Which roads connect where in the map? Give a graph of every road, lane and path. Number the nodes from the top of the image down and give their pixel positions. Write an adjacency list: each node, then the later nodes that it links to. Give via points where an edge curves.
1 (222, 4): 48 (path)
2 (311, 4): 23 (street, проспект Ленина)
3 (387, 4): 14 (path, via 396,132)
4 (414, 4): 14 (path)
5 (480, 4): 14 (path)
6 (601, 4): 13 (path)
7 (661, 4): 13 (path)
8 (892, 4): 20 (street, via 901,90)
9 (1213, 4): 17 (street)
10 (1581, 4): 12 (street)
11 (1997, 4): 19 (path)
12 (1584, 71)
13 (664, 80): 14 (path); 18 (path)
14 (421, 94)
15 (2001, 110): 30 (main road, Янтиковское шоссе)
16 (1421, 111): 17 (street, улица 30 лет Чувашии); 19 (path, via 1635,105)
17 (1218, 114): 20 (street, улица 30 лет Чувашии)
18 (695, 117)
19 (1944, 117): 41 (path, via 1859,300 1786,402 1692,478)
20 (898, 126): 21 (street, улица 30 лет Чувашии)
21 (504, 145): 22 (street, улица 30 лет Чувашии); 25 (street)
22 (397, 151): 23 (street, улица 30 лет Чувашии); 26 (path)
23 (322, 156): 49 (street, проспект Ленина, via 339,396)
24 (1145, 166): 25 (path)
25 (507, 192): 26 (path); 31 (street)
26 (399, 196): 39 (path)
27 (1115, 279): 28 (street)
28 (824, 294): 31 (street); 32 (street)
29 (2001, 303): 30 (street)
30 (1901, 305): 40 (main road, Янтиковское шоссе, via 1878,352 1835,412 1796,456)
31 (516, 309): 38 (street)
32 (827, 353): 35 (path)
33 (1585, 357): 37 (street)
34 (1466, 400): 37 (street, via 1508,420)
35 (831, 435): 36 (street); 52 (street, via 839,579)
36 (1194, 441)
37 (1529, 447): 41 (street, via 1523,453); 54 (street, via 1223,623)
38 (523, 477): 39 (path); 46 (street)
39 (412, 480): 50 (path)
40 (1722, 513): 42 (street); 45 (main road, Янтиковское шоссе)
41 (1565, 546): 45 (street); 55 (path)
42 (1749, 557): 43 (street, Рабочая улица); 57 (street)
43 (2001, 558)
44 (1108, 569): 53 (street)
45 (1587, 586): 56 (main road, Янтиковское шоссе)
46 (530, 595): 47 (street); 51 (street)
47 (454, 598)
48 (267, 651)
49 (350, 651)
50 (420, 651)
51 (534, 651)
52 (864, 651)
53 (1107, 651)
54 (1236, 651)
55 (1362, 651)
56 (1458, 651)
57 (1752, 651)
..............................
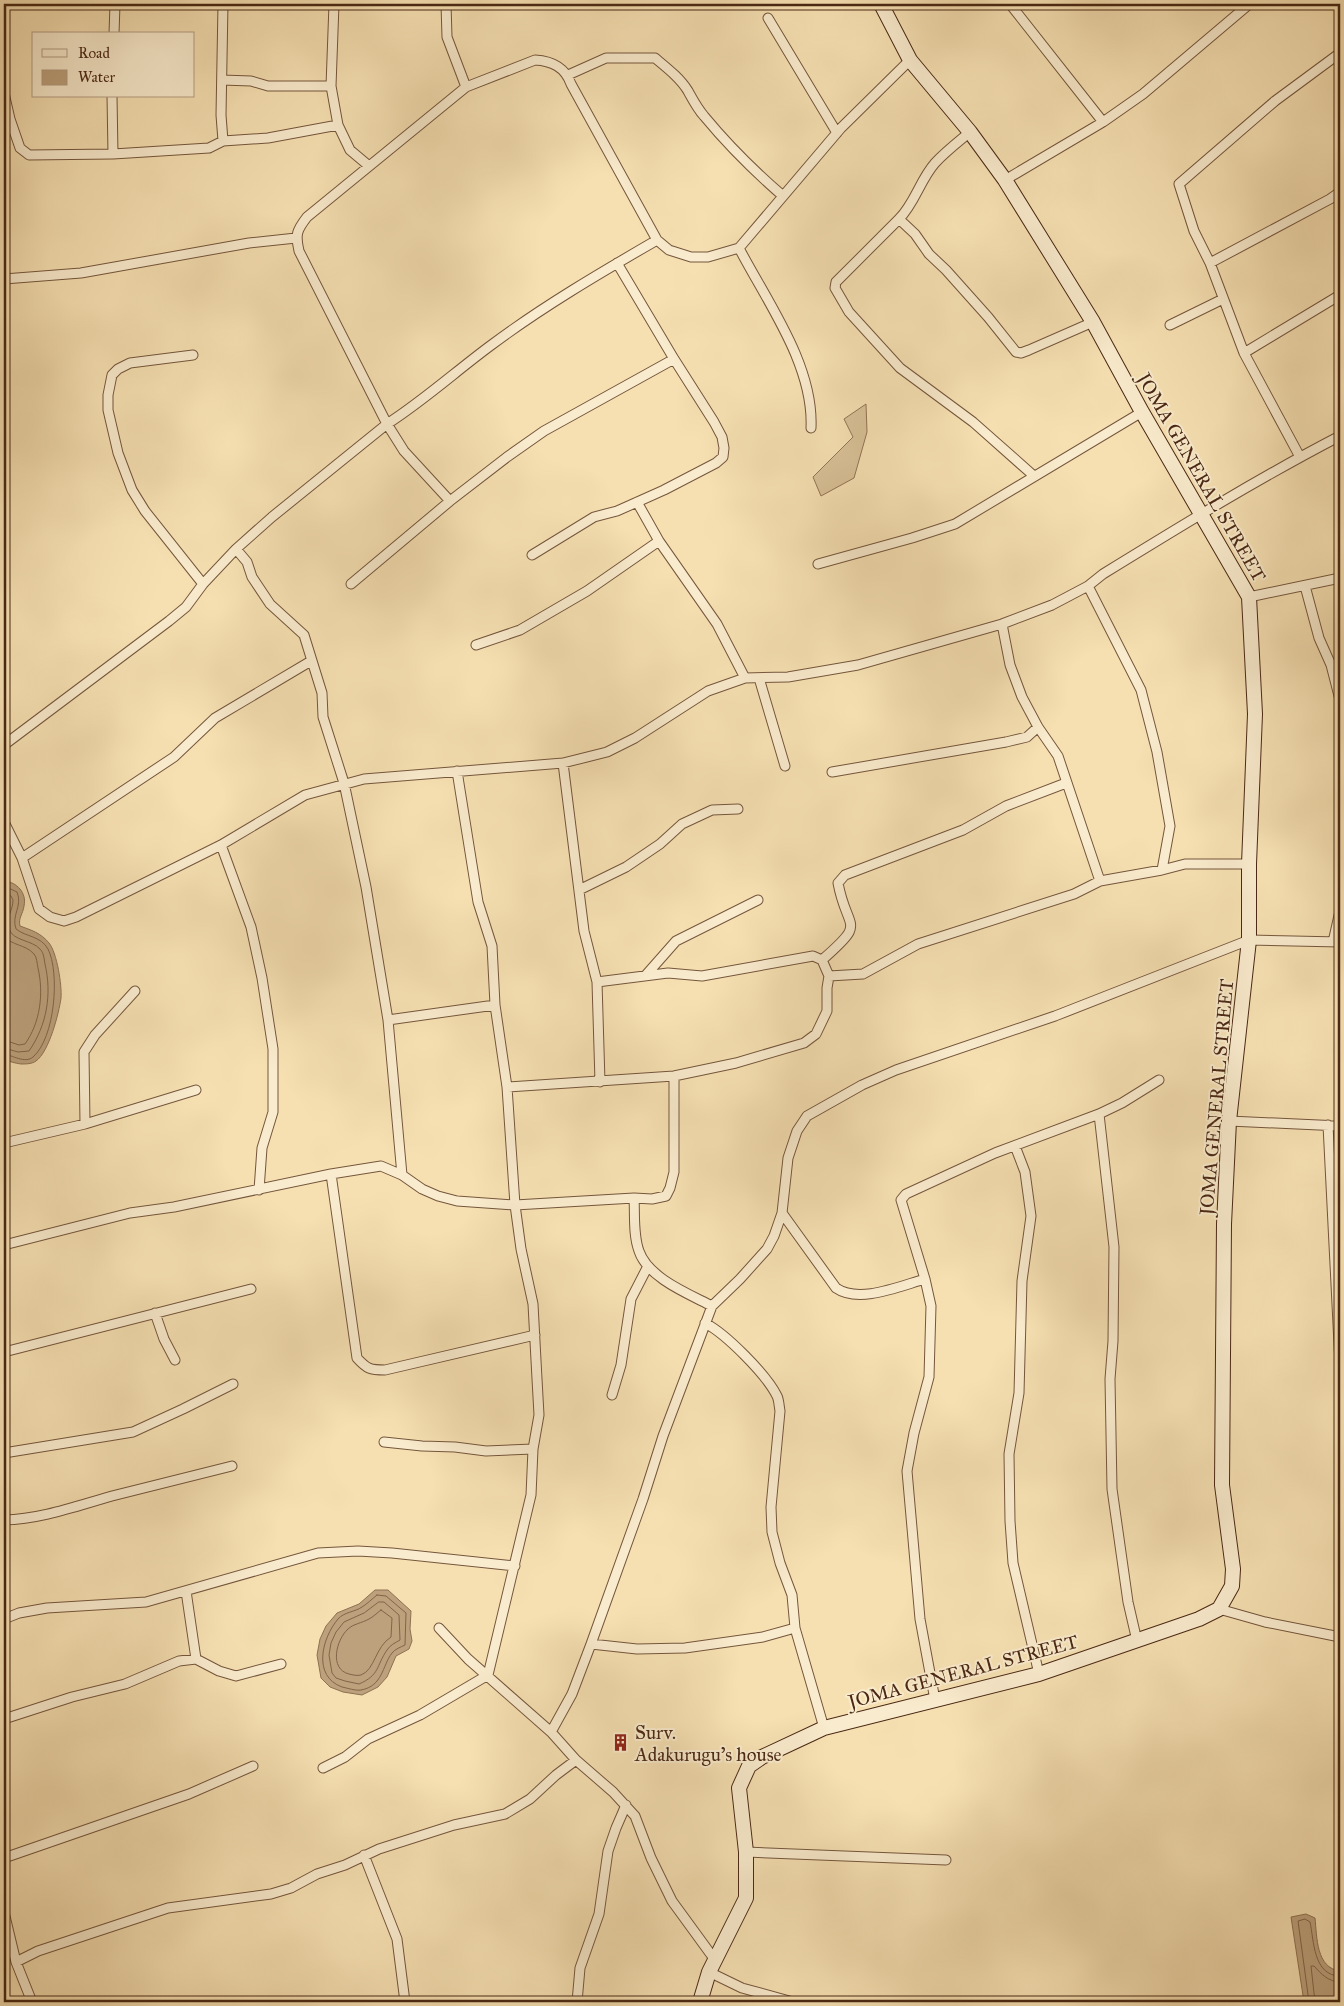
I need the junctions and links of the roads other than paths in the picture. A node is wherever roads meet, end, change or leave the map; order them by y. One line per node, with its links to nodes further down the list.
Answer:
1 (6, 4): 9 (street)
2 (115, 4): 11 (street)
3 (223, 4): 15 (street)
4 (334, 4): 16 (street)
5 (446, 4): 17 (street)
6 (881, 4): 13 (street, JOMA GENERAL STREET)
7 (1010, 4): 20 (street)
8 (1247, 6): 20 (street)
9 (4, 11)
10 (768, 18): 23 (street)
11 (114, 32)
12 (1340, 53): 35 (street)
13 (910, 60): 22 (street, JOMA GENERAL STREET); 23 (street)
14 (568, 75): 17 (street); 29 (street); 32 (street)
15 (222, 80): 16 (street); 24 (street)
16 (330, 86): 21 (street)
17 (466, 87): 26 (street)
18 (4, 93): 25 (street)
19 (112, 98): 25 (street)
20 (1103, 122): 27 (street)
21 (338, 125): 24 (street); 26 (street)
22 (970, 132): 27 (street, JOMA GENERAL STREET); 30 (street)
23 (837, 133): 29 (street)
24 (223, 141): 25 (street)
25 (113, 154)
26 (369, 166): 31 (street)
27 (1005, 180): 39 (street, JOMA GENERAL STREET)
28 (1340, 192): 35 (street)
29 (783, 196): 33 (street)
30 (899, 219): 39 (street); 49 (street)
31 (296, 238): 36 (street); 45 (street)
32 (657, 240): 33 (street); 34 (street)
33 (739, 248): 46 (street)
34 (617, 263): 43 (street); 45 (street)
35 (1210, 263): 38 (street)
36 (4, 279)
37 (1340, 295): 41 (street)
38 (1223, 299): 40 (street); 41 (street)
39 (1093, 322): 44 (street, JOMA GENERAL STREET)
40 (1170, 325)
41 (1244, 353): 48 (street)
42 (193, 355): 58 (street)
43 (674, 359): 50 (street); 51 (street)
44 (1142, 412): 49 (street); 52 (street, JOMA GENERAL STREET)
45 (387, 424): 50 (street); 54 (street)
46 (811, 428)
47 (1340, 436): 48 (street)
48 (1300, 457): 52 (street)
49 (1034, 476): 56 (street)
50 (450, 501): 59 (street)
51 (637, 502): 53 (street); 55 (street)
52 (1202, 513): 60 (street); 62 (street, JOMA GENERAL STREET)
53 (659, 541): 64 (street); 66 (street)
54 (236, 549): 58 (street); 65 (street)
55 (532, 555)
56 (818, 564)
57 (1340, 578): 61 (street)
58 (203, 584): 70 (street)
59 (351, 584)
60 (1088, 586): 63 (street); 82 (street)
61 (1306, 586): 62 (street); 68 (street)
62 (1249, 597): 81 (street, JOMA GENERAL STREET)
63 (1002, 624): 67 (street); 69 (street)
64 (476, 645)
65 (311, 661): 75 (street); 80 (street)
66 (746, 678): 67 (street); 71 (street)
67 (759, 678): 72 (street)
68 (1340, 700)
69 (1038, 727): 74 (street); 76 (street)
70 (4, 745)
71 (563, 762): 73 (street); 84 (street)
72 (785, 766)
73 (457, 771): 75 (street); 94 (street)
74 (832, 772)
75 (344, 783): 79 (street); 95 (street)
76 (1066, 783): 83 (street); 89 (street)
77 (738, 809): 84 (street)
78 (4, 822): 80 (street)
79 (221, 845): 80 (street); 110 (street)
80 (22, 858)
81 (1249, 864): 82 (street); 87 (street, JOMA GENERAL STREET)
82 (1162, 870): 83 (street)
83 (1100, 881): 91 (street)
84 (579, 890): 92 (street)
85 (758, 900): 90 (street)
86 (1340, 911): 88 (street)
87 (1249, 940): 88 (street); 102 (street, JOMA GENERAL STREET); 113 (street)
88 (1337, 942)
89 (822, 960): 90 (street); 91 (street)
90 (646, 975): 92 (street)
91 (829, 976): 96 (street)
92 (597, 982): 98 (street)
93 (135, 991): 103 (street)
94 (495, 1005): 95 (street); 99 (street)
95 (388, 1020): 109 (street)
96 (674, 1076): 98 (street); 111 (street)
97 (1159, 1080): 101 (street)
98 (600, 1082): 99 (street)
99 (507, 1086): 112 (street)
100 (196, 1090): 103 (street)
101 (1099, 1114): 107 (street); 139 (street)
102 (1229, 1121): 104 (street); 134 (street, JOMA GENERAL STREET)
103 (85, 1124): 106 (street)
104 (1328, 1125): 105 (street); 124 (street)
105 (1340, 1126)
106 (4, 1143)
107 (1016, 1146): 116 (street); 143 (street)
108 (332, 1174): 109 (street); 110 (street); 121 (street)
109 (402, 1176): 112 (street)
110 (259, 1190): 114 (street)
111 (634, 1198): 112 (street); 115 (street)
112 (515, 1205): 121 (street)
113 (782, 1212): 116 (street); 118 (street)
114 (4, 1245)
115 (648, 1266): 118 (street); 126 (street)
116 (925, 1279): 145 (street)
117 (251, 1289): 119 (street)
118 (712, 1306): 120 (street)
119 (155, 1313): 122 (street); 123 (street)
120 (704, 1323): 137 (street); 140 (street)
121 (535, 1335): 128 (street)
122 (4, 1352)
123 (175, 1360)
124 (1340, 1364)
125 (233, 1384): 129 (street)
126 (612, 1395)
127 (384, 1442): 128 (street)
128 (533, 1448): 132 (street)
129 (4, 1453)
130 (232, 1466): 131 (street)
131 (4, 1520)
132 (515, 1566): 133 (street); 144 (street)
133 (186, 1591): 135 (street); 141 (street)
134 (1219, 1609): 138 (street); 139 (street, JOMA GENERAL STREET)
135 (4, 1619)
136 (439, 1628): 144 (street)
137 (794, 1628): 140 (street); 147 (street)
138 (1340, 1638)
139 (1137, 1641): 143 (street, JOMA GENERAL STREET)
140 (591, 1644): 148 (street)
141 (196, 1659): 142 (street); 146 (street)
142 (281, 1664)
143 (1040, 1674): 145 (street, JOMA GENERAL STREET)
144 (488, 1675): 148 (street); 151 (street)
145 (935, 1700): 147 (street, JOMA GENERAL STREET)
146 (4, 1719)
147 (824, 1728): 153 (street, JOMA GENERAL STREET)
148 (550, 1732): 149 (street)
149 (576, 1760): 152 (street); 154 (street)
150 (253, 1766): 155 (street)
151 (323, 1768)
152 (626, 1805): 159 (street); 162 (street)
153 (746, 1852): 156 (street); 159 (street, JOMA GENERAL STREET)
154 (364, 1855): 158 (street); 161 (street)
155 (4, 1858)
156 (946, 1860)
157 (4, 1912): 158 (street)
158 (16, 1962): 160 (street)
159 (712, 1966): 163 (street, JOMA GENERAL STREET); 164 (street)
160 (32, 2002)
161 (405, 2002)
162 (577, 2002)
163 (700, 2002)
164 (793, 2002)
..............................
◆ **Assigned task**
The lines in the entries above that carry the word "шоссе" must be copied.

◆ **Answer to this problem**
15 (2001, 110): 30 (main road, Янтиковское шоссе)
30 (1901, 305): 40 (main road, Янтиковское шоссе, via 1878,352 1835,412 1796,456)
40 (1722, 513): 42 (street); 45 (main road, Янтиковское шоссе)
45 (1587, 586): 56 (main road, Янтиковское шоссе)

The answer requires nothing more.